As if my life was not already an upstairs/downstairs staircase in continuous motion, my mother-in-law came to live with us in 2003, on a permanent basis, after a severe and traumatic illness.  She too was  elderly, was six months older than June., had no short-term memory, used oxygen at night, walker to get around, nebulizer treatments several times a day and a medical regimen that would choke an elephant.  
Life continued its fleeting passage of time at about the speed of Mach II and now I am looking at retirement . . . ah, where did all that time go?  All I know is that I now have five grandchildren with the oldest currently a senior in college!  I can’t believe she will be graduating from college in May of the coming year!!  Then, in order to meet her career goals, she will have still two more years of schooling to become a cardiopulmonary perfusionist.  As she said to me once, 'I am the one between you and death as I will be working the heart/lung machine whiloe you are in cardiac surgery."  That is a tad more responsibility than I want but she seems to thrive on this.  I told her to go for it with a gusto!  She was my little skinny, scrawny, pig-tailed headed kid in shorts and tennis shoes that always loved to come to Florida to see her grandma.  Now she has matured into an intelligent and beautiful petite young lady.  Time has a way of telling one to get on the move and do what you want to do before it is too late!  And I think I will do just that!
Most of my current writings are in the form of poetry which I started writing around the 1980s or so, but these were very sporadic and rather short.  However, about 2005, I started writing not only more poetry, but a more in-depth form of poetry.  While most of my current poetry is done as an encouragement to ones who have lost loved ones, there are other poems that do not relate to tragedy or death.  I have been asked on several occasions to write a poem for a family whom I have never met and I find myself doing this with great joy.  It is a comfort to me if I can lighten someone’s load through words. 
Through this opportunity, which has opened its doors to me with your institution, I hope to be able to broaden my writing ability and become a good writer.  I don’t know at this point, specifically, which lane in the writing field I want to travel, but I like to write on the more humorous side of life.  I also like to read medical and science fiction . . . Dean Koontz, Stephen Coonts, (Robin) Cook, Ben Coes, Gayle Foreman, Dan Brown, Isaac Asimov.

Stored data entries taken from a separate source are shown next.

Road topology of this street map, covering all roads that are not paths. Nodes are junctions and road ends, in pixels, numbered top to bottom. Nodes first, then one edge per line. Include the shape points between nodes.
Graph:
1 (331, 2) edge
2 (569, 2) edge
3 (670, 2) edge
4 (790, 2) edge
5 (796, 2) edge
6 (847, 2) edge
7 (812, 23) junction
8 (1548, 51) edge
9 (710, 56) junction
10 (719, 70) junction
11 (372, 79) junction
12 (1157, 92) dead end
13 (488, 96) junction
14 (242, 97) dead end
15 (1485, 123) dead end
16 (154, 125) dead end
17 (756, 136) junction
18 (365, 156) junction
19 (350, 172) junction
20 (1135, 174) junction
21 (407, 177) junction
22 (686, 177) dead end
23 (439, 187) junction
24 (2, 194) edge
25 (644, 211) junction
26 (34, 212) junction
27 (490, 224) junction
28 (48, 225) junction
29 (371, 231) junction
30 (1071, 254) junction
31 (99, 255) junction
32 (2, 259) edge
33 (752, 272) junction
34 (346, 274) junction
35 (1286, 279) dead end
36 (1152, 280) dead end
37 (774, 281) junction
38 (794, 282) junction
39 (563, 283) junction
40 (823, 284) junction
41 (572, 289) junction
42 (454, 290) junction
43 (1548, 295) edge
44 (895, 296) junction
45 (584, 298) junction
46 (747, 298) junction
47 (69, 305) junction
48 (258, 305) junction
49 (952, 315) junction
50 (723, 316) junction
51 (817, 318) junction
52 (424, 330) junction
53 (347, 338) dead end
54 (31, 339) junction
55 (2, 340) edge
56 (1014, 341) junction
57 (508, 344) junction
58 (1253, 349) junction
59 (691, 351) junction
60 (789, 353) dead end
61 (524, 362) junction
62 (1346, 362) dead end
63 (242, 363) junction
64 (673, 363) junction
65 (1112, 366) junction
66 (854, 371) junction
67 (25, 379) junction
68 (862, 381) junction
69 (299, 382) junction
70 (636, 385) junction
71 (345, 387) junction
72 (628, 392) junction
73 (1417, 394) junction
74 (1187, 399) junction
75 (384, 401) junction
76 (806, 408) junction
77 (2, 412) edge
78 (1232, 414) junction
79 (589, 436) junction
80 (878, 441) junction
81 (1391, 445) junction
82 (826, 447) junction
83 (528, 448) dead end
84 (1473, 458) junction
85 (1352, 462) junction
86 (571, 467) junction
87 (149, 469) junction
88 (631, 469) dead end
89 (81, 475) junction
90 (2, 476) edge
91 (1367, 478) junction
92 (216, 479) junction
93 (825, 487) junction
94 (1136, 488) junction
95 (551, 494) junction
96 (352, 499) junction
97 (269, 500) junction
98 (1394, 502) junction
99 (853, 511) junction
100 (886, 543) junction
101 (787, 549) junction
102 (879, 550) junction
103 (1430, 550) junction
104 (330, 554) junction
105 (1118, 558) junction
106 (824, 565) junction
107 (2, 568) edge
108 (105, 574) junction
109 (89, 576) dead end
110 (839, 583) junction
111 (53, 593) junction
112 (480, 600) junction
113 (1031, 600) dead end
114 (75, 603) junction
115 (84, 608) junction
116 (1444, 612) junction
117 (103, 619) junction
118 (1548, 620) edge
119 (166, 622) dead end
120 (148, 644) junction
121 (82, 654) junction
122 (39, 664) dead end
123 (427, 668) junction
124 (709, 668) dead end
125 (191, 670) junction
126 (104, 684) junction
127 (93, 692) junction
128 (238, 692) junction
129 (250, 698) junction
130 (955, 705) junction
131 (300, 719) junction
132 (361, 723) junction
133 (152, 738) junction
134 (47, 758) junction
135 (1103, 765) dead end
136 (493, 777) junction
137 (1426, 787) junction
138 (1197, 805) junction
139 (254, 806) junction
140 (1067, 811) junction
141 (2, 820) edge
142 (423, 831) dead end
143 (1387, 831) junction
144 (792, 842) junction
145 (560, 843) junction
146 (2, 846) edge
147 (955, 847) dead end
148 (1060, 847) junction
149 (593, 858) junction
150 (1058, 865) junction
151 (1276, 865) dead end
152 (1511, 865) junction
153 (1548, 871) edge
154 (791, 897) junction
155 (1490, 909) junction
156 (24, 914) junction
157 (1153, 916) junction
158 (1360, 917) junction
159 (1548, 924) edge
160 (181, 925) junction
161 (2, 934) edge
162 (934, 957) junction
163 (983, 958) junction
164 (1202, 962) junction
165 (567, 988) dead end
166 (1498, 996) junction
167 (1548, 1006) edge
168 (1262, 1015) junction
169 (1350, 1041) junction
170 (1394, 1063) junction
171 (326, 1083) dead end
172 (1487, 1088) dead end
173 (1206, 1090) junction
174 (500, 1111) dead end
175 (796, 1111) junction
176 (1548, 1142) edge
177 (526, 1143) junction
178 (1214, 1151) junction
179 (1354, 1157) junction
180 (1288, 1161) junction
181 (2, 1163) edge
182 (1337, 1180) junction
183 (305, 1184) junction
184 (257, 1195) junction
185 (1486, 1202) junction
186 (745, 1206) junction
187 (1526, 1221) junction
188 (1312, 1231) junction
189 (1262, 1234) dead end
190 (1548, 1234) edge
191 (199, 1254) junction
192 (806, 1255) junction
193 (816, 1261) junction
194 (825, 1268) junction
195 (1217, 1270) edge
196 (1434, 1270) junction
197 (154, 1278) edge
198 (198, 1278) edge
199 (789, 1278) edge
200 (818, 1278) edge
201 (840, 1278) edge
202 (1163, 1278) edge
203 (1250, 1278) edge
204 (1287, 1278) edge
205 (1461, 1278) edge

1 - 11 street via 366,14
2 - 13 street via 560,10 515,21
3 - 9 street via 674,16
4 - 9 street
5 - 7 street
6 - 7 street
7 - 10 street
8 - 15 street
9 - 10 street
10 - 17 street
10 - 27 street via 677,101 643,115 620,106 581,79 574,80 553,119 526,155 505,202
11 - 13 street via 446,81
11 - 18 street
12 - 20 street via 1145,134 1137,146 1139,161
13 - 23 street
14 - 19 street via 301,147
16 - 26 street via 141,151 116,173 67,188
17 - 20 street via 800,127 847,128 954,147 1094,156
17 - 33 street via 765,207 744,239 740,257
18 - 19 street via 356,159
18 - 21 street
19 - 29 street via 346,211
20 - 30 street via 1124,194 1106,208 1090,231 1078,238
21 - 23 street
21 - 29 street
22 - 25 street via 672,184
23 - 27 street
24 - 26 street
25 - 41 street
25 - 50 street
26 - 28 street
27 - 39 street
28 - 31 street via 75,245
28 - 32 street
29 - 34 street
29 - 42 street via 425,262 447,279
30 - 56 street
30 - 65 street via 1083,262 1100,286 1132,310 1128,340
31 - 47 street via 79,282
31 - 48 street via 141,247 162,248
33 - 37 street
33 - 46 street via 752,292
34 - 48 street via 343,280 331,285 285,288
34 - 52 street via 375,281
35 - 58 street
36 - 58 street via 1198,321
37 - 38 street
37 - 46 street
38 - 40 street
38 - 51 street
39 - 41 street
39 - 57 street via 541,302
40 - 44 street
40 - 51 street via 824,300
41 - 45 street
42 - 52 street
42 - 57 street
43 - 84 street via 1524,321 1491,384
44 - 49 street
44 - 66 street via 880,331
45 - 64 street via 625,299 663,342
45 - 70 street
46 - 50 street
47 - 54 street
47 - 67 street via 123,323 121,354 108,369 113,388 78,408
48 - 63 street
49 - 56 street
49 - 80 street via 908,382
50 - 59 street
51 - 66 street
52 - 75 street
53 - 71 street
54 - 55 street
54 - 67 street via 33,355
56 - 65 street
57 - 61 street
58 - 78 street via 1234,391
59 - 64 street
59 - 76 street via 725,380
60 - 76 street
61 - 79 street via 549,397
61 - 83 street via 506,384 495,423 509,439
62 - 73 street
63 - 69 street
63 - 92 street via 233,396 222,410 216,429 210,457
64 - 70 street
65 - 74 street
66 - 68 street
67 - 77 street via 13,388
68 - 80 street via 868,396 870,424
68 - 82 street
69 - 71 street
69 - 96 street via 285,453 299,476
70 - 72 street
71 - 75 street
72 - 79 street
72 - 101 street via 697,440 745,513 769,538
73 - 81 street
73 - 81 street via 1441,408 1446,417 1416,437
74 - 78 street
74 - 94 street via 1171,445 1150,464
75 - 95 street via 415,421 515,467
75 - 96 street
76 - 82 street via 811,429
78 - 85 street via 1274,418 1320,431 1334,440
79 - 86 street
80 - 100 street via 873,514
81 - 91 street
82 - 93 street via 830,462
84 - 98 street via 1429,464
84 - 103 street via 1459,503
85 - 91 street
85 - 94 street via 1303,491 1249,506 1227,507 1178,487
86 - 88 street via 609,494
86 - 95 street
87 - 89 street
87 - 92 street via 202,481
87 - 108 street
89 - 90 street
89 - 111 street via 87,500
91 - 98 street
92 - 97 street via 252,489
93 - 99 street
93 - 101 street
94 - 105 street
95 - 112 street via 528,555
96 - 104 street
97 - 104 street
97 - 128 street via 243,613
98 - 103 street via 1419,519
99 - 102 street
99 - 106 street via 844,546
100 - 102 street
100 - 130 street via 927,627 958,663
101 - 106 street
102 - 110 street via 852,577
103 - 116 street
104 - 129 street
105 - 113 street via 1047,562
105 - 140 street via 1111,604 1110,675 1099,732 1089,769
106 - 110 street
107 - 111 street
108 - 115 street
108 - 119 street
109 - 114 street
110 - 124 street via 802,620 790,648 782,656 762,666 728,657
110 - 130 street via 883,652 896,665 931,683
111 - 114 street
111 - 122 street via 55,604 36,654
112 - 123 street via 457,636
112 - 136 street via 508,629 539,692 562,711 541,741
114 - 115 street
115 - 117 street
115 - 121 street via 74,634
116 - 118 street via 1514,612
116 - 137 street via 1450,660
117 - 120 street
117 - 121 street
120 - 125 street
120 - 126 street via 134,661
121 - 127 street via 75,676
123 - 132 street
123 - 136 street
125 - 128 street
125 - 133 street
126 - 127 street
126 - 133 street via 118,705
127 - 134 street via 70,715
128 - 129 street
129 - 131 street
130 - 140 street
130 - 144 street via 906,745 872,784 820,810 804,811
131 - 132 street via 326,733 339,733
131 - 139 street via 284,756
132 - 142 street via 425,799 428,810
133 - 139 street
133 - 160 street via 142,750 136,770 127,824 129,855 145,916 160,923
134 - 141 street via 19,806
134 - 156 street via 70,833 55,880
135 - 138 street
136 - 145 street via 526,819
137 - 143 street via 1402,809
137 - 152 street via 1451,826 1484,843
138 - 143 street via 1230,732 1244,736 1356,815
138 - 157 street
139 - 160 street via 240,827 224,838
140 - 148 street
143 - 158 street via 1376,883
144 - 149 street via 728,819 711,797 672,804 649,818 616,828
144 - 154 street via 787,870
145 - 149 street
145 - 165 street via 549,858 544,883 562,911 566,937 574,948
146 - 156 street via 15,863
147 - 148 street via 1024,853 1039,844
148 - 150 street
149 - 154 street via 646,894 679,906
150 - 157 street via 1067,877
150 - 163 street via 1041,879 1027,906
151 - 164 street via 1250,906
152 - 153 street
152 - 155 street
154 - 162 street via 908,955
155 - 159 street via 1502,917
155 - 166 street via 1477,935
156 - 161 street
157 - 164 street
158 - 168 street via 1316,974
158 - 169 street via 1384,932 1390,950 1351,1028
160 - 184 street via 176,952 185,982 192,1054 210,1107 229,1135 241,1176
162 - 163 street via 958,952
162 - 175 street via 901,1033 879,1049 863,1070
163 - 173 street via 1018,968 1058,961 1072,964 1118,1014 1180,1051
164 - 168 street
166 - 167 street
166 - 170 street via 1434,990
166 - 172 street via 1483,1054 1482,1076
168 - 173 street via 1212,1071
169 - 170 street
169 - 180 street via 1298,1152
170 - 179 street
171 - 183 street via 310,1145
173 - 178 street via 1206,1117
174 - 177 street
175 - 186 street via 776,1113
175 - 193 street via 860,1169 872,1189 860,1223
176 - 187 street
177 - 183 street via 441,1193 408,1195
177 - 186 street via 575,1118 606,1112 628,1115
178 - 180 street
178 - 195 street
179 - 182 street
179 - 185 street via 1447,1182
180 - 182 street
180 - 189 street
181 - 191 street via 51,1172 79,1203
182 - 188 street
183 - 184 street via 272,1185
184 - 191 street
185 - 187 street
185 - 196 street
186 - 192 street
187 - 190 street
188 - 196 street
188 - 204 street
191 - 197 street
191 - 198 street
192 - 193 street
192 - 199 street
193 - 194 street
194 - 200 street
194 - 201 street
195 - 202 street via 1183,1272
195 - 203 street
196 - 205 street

S.J. Watson, James Patterson, Amanda Hocking and the like are my favorite authors.  I used to like Stephen King until he got too far out for me!   In retrospect, I feel this is something I have always wanted to do, but life itself simply got in the way.  I am looking forward to learning the successful techniques which you have to offer and I am especially excited about the one-on-one instructional relationship.  

Written by Ruth Miller

Coyright - 10/5/07*
*Text has been updated to current time frame.